The answer isn’t RCS and Apple knows it. It’s trading iMessage for a merger with gMessage, a hybrid of the two with Apple losing half of its control. For a pretty meek gain.
The answer is to come up with an open standard that all messaging apps adopt and build on. So we can eventually move away from shitty SMS. Neither Google, or Apple should control the framework.
Because most people don’t really understand the specifics of what they are railing against and/or arguing for. They just read “big bad Apple is being eViL” and get on the complaint train without really understanding what they are advocating for.
In my opinion Google should really being trying to push Chat as the default for Android instead. It is no more walled off than Googles RCS implementation, and unlike RCS they don’t need Apple to bake it into their messaging app to attract users.
The fact that they care more about their RCS implementation for this purpose instead of Chat or just the basic RCS protocol as the standard tells me Google is more interested in the easy road to being the technical foundation of texting for reasons other than the universal convince of customers or the proliferation of standards.

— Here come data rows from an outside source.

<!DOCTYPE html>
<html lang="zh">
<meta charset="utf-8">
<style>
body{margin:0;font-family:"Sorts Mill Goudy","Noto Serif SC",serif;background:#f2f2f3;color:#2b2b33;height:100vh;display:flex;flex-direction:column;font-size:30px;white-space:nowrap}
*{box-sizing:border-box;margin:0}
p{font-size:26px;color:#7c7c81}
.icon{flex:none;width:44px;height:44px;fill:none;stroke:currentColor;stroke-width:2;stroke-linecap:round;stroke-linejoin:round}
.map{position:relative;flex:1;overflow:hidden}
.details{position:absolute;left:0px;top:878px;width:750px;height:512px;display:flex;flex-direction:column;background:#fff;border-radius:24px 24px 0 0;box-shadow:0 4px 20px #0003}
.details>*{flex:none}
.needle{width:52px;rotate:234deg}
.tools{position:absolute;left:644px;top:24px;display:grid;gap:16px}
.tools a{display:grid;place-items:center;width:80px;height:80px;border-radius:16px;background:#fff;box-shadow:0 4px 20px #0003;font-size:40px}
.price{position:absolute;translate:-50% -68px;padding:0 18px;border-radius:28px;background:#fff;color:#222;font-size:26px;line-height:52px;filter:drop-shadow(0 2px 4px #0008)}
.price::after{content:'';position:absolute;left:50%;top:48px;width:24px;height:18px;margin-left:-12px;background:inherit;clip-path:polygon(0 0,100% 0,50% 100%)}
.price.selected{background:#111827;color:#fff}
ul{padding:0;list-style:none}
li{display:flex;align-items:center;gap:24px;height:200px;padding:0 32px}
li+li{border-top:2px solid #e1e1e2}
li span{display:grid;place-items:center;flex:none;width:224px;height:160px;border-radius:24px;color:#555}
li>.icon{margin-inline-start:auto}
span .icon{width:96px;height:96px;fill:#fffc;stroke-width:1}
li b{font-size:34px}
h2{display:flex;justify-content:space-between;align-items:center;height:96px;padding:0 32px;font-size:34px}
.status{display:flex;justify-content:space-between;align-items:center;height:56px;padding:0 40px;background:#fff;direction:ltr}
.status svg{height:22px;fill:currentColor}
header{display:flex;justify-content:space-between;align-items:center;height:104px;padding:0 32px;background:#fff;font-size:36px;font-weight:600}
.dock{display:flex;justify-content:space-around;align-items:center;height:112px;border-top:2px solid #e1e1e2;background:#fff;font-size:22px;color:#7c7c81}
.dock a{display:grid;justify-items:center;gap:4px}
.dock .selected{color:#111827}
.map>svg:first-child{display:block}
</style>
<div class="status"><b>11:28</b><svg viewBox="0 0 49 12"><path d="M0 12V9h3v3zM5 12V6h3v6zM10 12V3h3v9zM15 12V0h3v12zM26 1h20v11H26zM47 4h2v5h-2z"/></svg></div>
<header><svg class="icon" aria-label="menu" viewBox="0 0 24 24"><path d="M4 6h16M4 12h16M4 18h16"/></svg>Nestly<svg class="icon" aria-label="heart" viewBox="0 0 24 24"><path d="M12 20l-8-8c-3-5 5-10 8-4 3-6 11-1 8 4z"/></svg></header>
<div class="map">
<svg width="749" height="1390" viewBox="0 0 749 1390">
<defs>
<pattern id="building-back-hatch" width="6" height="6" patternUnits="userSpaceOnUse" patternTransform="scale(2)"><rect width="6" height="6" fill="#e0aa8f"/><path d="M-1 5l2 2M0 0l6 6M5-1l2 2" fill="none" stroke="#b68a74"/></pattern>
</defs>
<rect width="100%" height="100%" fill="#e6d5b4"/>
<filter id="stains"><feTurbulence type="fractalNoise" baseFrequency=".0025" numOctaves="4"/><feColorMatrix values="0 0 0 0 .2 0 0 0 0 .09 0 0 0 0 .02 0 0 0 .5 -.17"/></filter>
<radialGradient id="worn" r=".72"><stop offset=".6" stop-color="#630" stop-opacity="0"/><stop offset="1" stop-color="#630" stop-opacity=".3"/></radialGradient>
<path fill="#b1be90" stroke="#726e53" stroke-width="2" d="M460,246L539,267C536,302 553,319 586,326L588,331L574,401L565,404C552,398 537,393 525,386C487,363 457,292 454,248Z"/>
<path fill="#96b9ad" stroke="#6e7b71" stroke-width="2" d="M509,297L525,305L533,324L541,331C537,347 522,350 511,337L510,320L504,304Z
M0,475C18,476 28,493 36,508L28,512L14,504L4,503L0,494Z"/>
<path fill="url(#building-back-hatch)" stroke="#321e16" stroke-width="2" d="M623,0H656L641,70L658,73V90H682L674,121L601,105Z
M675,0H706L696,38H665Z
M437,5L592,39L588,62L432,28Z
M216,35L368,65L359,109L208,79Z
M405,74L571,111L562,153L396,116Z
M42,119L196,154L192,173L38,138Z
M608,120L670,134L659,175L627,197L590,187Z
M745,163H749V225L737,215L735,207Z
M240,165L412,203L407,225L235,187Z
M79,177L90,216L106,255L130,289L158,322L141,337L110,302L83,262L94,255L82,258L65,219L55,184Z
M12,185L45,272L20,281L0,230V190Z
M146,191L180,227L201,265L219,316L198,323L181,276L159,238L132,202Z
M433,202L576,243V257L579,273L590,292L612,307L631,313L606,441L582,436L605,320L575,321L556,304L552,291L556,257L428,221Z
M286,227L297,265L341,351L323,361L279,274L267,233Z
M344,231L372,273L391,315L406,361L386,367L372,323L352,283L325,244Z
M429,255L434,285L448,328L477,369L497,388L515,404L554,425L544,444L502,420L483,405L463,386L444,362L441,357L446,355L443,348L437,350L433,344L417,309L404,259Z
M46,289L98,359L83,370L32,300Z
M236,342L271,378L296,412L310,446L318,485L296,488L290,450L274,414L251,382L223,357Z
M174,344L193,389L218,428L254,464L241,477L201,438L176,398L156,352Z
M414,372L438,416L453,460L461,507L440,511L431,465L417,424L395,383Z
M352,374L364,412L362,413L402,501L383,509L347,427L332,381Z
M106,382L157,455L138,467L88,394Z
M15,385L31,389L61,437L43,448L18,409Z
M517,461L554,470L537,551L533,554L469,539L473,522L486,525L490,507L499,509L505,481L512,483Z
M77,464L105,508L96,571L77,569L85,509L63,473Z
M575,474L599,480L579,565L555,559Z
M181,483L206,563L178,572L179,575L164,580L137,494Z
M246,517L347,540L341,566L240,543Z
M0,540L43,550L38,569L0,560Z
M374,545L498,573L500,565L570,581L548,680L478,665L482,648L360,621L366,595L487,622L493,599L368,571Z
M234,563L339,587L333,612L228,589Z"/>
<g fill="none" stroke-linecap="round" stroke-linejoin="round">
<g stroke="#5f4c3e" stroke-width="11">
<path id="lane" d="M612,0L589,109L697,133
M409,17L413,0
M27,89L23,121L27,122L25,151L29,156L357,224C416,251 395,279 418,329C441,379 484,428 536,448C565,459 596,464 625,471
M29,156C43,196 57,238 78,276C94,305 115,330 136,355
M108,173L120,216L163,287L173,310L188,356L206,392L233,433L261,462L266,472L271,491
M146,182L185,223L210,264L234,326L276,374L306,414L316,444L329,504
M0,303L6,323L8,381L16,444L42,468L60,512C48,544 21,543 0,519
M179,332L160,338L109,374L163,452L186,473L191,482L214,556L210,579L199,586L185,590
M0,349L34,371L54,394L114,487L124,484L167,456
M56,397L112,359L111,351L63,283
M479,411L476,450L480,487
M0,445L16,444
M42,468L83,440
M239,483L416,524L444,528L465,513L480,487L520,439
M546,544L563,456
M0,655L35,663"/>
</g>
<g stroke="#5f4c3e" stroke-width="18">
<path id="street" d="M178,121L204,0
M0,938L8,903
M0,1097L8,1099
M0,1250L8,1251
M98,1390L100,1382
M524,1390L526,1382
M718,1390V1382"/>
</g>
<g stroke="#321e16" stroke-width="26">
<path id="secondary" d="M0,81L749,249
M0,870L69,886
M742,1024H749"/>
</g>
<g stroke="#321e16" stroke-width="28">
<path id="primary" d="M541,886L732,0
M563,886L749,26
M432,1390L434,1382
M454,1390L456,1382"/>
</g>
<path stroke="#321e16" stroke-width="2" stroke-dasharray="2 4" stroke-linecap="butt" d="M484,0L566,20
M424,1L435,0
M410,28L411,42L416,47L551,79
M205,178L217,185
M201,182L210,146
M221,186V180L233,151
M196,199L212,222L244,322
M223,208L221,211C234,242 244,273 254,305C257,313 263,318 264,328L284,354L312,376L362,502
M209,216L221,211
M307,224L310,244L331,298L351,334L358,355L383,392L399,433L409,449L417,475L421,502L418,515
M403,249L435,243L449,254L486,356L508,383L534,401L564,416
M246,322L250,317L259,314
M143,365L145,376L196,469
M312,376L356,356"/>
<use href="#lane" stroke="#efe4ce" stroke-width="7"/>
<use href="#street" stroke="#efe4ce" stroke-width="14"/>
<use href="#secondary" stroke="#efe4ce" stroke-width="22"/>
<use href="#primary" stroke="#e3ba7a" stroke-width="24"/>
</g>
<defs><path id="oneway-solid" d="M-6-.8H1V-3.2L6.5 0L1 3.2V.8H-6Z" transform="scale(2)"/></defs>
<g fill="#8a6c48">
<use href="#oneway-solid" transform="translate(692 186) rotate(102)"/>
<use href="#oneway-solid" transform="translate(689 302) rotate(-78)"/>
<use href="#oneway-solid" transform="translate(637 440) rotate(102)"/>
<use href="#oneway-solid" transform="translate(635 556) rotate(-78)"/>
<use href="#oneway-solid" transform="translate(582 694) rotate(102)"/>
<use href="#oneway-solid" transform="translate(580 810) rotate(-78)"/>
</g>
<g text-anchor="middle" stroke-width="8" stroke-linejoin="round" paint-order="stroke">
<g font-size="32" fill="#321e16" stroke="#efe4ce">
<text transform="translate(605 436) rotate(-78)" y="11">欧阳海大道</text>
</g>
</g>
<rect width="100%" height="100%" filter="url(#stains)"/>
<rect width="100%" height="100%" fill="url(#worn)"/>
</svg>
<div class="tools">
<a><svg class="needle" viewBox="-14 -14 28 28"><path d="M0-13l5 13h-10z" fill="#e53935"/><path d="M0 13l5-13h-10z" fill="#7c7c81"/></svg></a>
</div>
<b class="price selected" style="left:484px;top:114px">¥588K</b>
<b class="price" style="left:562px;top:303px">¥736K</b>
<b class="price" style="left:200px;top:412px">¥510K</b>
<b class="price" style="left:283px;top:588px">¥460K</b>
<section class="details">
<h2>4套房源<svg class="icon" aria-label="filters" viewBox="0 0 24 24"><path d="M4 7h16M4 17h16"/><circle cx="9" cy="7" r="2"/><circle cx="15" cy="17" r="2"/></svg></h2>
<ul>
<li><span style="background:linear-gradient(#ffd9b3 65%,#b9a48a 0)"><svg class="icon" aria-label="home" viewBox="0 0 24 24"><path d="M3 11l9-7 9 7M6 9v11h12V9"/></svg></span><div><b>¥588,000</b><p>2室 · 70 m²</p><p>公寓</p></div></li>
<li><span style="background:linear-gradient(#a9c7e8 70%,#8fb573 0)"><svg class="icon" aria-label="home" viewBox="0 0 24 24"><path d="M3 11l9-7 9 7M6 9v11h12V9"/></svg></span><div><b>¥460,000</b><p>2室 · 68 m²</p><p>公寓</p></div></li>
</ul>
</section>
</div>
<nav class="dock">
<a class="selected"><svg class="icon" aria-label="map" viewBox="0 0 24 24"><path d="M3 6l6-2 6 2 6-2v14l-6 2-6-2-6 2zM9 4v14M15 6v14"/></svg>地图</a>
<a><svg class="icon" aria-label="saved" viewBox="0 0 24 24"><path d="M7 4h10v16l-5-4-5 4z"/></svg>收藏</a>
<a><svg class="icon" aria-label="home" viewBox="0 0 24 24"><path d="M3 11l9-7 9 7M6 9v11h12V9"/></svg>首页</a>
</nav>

In reality they probably want this so bad because if they were to get it it would make it effectively impossible for the average person to avoid Google services on some level, which is good for their data mining empire.
You used a lot of words, just too say that you don’t know what you are talking about.
Well then go on, why am I wrong? Or do you just not like my opinion and are grasping at straws to make youself feel better?
RCS is an open standard created by GSMA. That’s why you’re wrong.
Googles implementation of the RCS standard has extra things not included in the base standard. The encryption for example is something Google added that is not part of the standard.
Additionally, Google does not allow any other implementation of RCS to talk to their jibe servers to pass messages without them explicitly approving it.
So what Google has functionally created is a proprietary messaging service built on top of an open standard. This is what most people miss about all of the coverage of Google pushing for RCS.
I didn’t know that Google built encryption on top of the standard, I thought it was part of it.
Besides that though, Google would be making the dumbest business move if they didn’t let Apple’s potential RCS implementation talk to theirs.
Besides that, the point that RCS is still an open standard stands and should replace SMS just because of how archaic and old it is. Heck, there’s still a character limit.